I think another Royal just got caught stealing again, but I haven't set my phone to text message me automatically on these things yet...
Most experts draw the break-even point somewhere between 65-75%, which is to say, if you're getting caught 64% of the time, you're doing slightly more harm than good. Of course, like the bunt, you can break it down more specifically, depending on the number of baserunners, outs, quality and comportment of the man at the plate, etc. Still, you're going to have a hard time finding a justification for 64%. It's not terrible, but it ain't great either, and at the aggregate level it suggests the Royals would have been just a well-served by avoiding the whole exercise. All that running has brought the Royals no closer to anything, it's just randomly occupied lines on the boxscore. I think we're about, say... three weeks away from the first story celebrating the team's high SB total (or have I missed it?) but keep in mind how damaging a caught steal is.
Relatedly, maybe it's just a pet peeve of mine, but its striking how a "successful" bunt or "moving the runner over" is a guaranteed 45 seconds of praise on every single baseball broadcast. Without fail. (And if it happens in St. Louis, then those genius-level fans will cheer beserkly, because they are the best fans in baseball, right? They know the game!) If a hitter fails to get the runner over, you can also expect a solid one-minute excoriation, which will also be revived post-game, if said team loses. I've lived all over the country and listen to a lot of sports radio, and it is the same everywhere. There are two things white guys won't tolerate: missed free throws and failed bunts or non-bunt attempts.
However, do you ever hear someone in any booth, or any recap-story, say something bad about a caught stealing or a failed hit and run or how that bunt gave up an out to a pitcher who just walked Hacky McHastic on 5 pitches?
OK. Rant over.
Our beloved Brett Tomko (2.08 ERA) takes the ball for the third time this season as a starter, hoping to again make us all forget about JDLR, Kyle Davies and maybe even Luke Hochevar for awhile.
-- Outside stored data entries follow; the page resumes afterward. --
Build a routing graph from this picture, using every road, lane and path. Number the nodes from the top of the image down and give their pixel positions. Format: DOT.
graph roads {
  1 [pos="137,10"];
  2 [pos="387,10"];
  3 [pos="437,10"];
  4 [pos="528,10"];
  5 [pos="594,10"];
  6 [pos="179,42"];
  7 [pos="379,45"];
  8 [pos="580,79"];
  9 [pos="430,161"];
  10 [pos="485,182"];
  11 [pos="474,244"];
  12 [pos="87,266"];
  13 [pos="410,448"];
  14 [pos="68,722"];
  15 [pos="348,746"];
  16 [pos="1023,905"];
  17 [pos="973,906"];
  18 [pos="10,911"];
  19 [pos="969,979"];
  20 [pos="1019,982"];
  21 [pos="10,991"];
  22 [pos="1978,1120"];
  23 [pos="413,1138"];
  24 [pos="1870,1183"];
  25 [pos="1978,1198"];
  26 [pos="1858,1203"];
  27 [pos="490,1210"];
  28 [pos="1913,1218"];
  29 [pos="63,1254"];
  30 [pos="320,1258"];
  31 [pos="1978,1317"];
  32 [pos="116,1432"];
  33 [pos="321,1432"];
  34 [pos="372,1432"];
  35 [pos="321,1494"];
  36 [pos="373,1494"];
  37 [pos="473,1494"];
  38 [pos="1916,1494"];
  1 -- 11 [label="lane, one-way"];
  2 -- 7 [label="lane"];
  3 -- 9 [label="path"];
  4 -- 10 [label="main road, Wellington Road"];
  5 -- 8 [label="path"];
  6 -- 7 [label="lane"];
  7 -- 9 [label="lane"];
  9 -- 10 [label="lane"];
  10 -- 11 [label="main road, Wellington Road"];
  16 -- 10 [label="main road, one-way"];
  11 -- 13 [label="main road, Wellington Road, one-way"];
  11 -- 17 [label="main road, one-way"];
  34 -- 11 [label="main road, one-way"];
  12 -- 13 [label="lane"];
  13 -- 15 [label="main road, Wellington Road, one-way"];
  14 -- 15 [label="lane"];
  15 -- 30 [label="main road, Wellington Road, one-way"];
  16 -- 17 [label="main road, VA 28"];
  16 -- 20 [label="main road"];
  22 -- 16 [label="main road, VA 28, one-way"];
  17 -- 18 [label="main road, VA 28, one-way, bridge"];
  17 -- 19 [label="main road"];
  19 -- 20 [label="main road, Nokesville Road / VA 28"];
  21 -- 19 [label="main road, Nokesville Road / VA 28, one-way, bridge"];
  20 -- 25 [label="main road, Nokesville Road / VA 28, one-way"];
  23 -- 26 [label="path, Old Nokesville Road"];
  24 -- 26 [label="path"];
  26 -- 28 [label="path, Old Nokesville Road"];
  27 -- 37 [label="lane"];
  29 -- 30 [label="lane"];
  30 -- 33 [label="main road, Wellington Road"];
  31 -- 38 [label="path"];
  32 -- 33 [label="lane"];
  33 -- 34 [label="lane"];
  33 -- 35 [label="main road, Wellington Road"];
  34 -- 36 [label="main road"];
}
The man I called the human pause button on Hochevar's arb-clock has performed well above anyone's expectations, and has helped make the team pitching lines especially shiny.
He'll face off against Jon Garland (5.50 ERA), who despite a rough start, seems thoroughly satisfied with himself.
Well, being 28 and single with over $20,000,000 million in the bank and living in Southern California is probably a horrifically depressing situation, but kudos for Jon for being able to keep a brave face.